__Task instructions__:
Your task is to copy every line of the records below that contains "roundRect".

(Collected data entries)
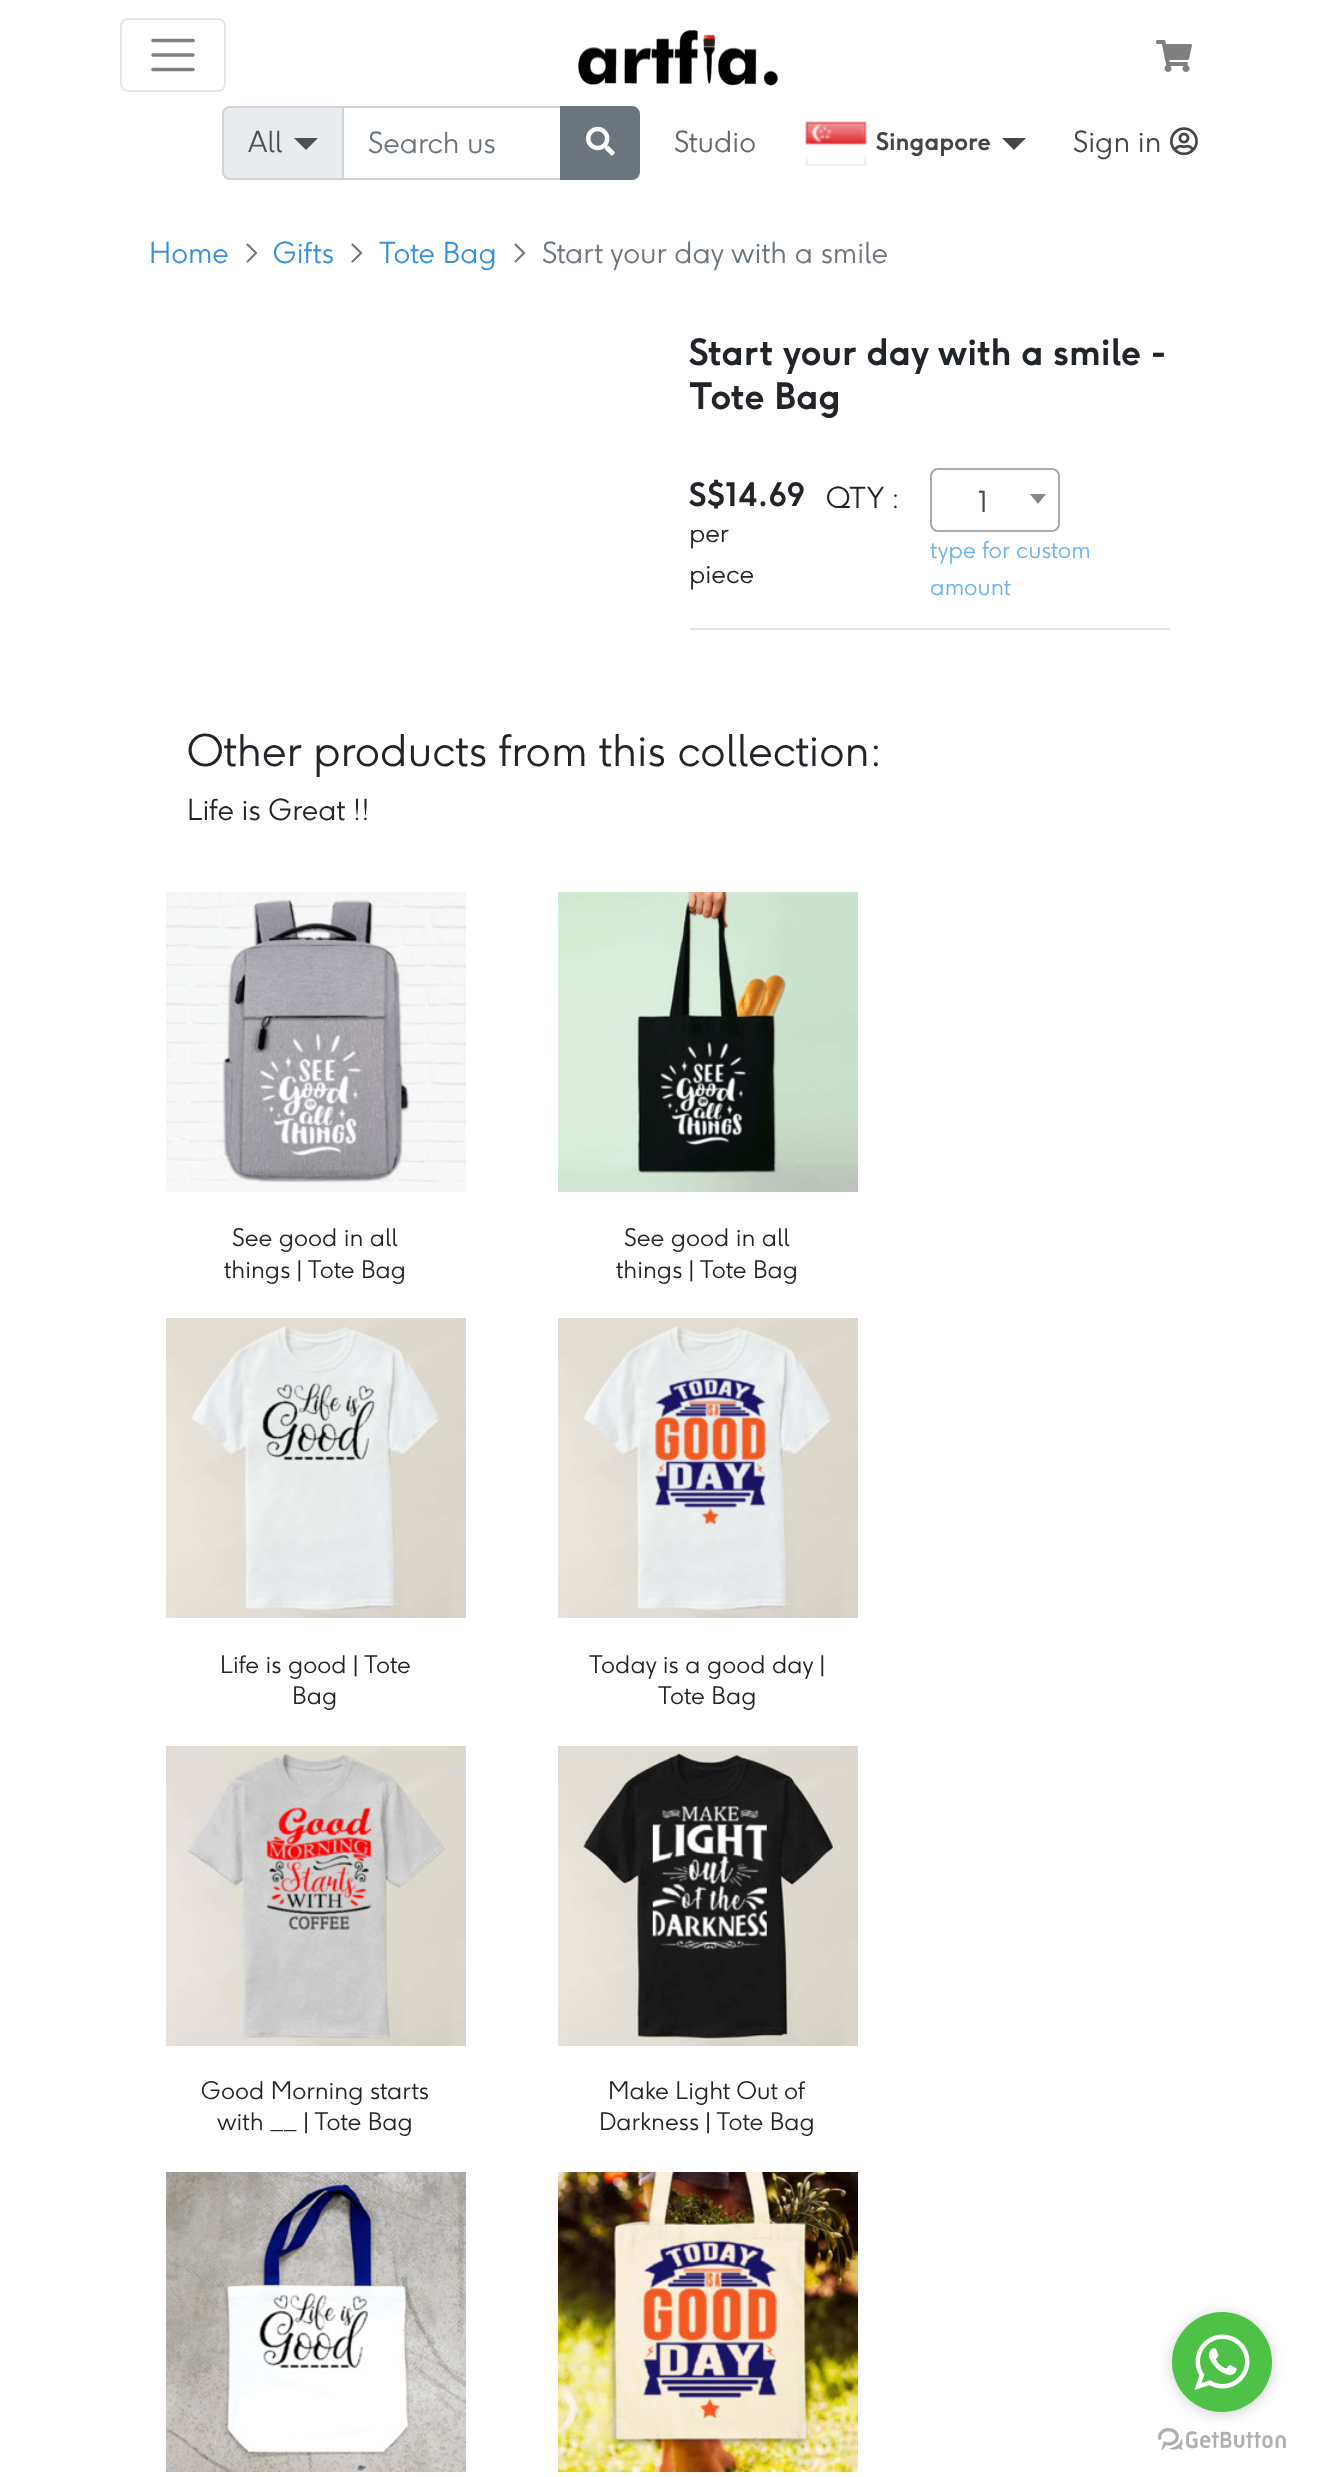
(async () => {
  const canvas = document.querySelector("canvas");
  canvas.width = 1317;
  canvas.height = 2477;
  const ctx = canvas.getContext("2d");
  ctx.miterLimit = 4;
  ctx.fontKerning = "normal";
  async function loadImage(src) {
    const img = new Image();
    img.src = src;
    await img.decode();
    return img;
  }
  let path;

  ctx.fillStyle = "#ffffff";
  ctx.fillRect(0, 0, 1317, 2477);
  ctx.beginPath();
  ctx.roundRect(121, 19, 104, 72, 7);
  ctx.strokeStyle = "#e6e6e6";
  ctx.lineWidth = 2;
  ctx.stroke();
  path = new Path2D("M153 40.5H193M153 55H193M153 69.5H193");
  ctx.strokeStyle = "#808080";
  ctx.lineWidth = 3.6;
  ctx.lineCap = "round";
  ctx.stroke(path);
  ctx.drawImage(await loadImage("img/1.png"), 578, 30, 200, 56);
  ctx.drawImage(await loadImage("img/2.png"), 1156, 40, 36, 32);
  ctx.strokeStyle = "#ced4da";
  ctx.lineWidth = 2;
  ctx.strokeRect(343, 107, 218, 72);
  ctx.fillStyle = "#e9ecef";
  ctx.beginPath();
  ctx.roundRect(223, 107, 120, 72, [7, 0, 0, 7]);
  ctx.fill();
  ctx.stroke();
  ctx.fillStyle = "#495057";
  path = new Path2D("M294 138H318L306 150Z");
  ctx.fill(path);
  ctx.fillStyle = "#6c757d";
  ctx.beginPath();
  ctx.roundRect(561, 107, 78, 72, [0, 7, 7, 0]);
  ctx.fill();
  ctx.strokeStyle = "#6c757d";
  ctx.stroke();
  ctx.drawImage(await loadImage("img/3.png"), 586, 126, 29, 30);
  ctx.drawImage(await loadImage("img/4.png"), 805, 121, 62, 45);
  ctx.fillStyle = "#434547";
  path = new Path2D("M1002 138H1026L1014 150Z");
  ctx.fill(path);
  ctx.drawImage(await loadImage("img/5.png"), 1170, 127, 28, 29);
  ctx.beginPath();
  ctx.roundRect(931, 469, 128, 62, 7);
  ctx.strokeStyle = "#aaaaaa";
  ctx.stroke();
  ctx.fillStyle = "#888888";
  path = new Path2D("M1030 494H1046L1038 504Z");
  ctx.fill(path);
  ctx.fillStyle = "#dee2e6";
  ctx.fillRect(690, 628, 480, 2);
  ctx.drawImage(await loadImage("img/6.png"), 166, 892, 300, 300);
  ctx.drawImage(await loadImage("img/7.png"), 558, 892, 300, 300);
  ctx.drawImage(await loadImage("img/8.png"), 166, 1318, 300, 300);
  ctx.drawImage(await loadImage("img/9.png"), 558, 1318, 300, 300);
  ctx.drawImage(await loadImage("img/10.png"), 166, 1746, 300, 300);
  ctx.drawImage(await loadImage("img/11.png"), 558, 1746, 300, 300);
  ctx.drawImage(await loadImage("img/12.png"), 166, 2172, 300, 300);
  ctx.drawImage(await loadImage("img/13.png"), 558, 2172, 300, 300);
  ctx.drawImage(await loadImage("img/15.png"), 1158, 2428, 128, 22);
  ctx.fillStyle = "rgba(136, 136, 136, 0.4)";
  ctx.filter = "blur(7px)";
  ctx.beginPath();
  ctx.roundRect(1172, 2314, 100, 100, 50);
  ctx.fill();
  ctx.filter = "none";
  ctx.fillStyle = "#4dc247";
  ctx.beginPath();
  ctx.arc(1222, 2362, 50, 0, Math.PI * 2);
  ctx.fill();
  ctx.drawImage(await loadImage("img/14.png"), 1194, 2334, 56, 56);
  ctx.font = "300 28.75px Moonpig";
  ctx.fillStyle = "#495057";
  ctx.fillText("All", 248, 152);
  ctx.fillStyle = "#6c757d";
  ctx.fillText("Search us", 368, 153);
  ctx.fillStyle = "#666666";
  ctx.fillText("Studio", 674, 152);
  ctx.font = "bold 24px Moonpig";
  ctx.fillStyle = "#434547";
  ctx.fillText("Singapore", 876, 150);
  ctx.font = "300 28.75px Moonpig";
  ctx.fillText("Sign in", 1073, 152);
  ctx.fillStyle = "#3490dc";
  ctx.fillText("Home", 149, 263);
  ctx.fillStyle = "#6c757d";
  ctx.fillText(">", 245, 263);
  ctx.fillStyle = "#3490dc";
  ctx.fillText("Gifts", 273, 263);
  ctx.fillStyle = "#6c757d";
  ctx.fillText(">", 350, 263);
  ctx.fillStyle = "#3490dc";
  ctx.fillText("Tote Bag", 379, 263);
  ctx.fillStyle = "#6c757d";
  ctx.fillText(">", 513, 263);
  ctx.fillText("Start your day with a smile", 542, 263);
  ctx.font = "bold 36px Moonpig";
  ctx.fillStyle = "#212529";
  ctx.fillText("Start your day with a smile -", 689, 365);
  ctx.fillText("Tote Bag", 689, 409);
  ctx.font = "bold 32px Moonpig";
  ctx.fillText("S$14.69", 689, 506);
  ctx.font = "300 25.5px Moonpig";
  ctx.fillText("per", 689, 542);
  ctx.fillText("piece", 689, 583);
  ctx.font = "300 28.75px Moonpig";
  ctx.fillText("QTY :", 826, 508);
  ctx.fillStyle = "#434547";
  ctx.fillText("1", 978, 512);
  ctx.font = "300 23px Moonpig";
  ctx.fillStyle = "#6cb2eb";
  ctx.fillText("type for custom", 930, 558);
  ctx.fillText("amount", 930, 595);
  ctx.font = "300 43.25px Moonpig";
  ctx.fillStyle = "#212529";
  ctx.fillText("Other products from this collection:", 187, 766);
  ctx.font = "300 28.75px Moonpig";
  ctx.fillText("Life is Great !!", 187, 820);
  ctx.font = "300 24px Moonpig";
  for (const [text, x, y] of [
    ["See good in all", 232, 1246],
    ["things | Tote Bag", 224, 1278],
    ["See good in all", 624, 1246],
    ["things | Tote Bag", 616, 1278],
    ["Life is good | Tote", 220, 1673],
    ["Bag", 292, 1704],
    ["Today is a good day |", 589, 1673],
    ["Tote Bag", 658, 1704],
    ["Good Morning starts", 201, 2099],
    ["with __ | Tote Bag", 217, 2130],
    ["Make Light Out of", 608, 2099],
    ["Darkness | Tote Bag", 599, 2130],
  ]) {
    ctx.fillText(text, x, y);
  }
})();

__Task answer__:
  ctx.roundRect(121, 19, 104, 72, 7);
  ctx.roundRect(223, 107, 120, 72, [7, 0, 0, 7]);
  ctx.roundRect(561, 107, 78, 72, [0, 7, 7, 0]);
  ctx.roundRect(931, 469, 128, 62, 7);
  ctx.roundRect(1172, 2314, 100, 100, 50);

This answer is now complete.